The Ninth Tunisia Plan was an economic development plan implemented by the government of Tunisia from 1996 to 2001.

President Ben Ali established the Ministry of International Cooperation and Investment in June 1992, appointing Mohammed Ghannouchi as Minister. The Tunisian government began negotiations with Belgium, culminating in a free-trade agreement in 1995. Tunisia began producing the Miskar natural gas field that same year in cooperation with Agip of Italy, British Gas plc, and Elf-Aquitane of France.

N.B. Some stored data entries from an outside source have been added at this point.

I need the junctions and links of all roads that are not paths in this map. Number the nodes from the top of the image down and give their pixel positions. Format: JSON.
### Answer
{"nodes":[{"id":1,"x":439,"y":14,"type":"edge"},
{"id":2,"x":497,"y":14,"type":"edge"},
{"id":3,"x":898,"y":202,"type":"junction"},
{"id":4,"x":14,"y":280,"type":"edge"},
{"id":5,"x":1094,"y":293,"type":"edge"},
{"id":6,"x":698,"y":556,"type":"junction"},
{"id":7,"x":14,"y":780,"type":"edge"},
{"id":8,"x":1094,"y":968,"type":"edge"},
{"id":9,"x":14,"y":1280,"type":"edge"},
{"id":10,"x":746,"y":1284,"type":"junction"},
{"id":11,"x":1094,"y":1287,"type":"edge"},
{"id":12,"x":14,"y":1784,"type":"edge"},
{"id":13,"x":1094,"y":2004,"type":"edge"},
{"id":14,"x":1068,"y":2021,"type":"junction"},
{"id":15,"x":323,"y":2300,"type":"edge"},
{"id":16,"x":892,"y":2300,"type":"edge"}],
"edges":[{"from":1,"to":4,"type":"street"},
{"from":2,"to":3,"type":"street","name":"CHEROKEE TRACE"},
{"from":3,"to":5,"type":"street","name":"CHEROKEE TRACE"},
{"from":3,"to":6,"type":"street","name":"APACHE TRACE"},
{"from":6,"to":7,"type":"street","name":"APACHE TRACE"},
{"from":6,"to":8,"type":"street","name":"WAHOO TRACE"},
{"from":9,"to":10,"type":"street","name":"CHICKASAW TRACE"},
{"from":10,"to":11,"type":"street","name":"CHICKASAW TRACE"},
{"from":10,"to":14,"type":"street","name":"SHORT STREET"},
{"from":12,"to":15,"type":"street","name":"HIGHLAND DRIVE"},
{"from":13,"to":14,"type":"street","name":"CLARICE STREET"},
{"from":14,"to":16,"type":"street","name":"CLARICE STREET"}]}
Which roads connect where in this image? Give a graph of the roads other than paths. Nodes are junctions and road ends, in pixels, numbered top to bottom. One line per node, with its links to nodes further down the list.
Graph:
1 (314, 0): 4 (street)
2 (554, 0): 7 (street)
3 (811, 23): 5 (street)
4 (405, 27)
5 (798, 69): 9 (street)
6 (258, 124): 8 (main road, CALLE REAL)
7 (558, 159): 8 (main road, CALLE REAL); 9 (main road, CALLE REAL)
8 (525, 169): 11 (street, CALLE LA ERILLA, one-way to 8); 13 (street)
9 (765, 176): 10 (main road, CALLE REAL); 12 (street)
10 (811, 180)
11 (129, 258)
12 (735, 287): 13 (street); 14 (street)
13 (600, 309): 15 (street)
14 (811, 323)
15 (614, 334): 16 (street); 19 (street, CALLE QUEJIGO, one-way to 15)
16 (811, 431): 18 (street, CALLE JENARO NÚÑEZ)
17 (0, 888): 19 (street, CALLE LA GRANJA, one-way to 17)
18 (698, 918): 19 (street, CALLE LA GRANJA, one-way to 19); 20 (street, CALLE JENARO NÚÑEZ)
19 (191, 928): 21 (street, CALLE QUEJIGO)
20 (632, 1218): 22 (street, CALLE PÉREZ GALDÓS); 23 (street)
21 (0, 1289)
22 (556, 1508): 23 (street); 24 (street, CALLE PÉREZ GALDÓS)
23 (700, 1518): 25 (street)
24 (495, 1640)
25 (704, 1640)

In 1996, when the program began, 73% of Tunisia's foreign trade was with Europe, not Northern Africa.

==Results==
Inflation lowered to 2.7% in 1999. In 1987, when Ben Ali seized power in a coup d'état, the unemployment rate rose to 12%. By 2001, the government had cut the unemployment rate in half. School attendance increased by 9%, from 90% in 1988 to 99% of the population in 2001. Life expectancy increased from sixty-seven years in 1988 to seventy-three years in 2000. On the other hand, external debt continues to plague Tunisia's economy. Tunisia owed $11 billion in 1999, spending between 45% and 50% of GDP and 20% of export earnings on debt alone. The Tunisian government spends more on debt than public education or health care.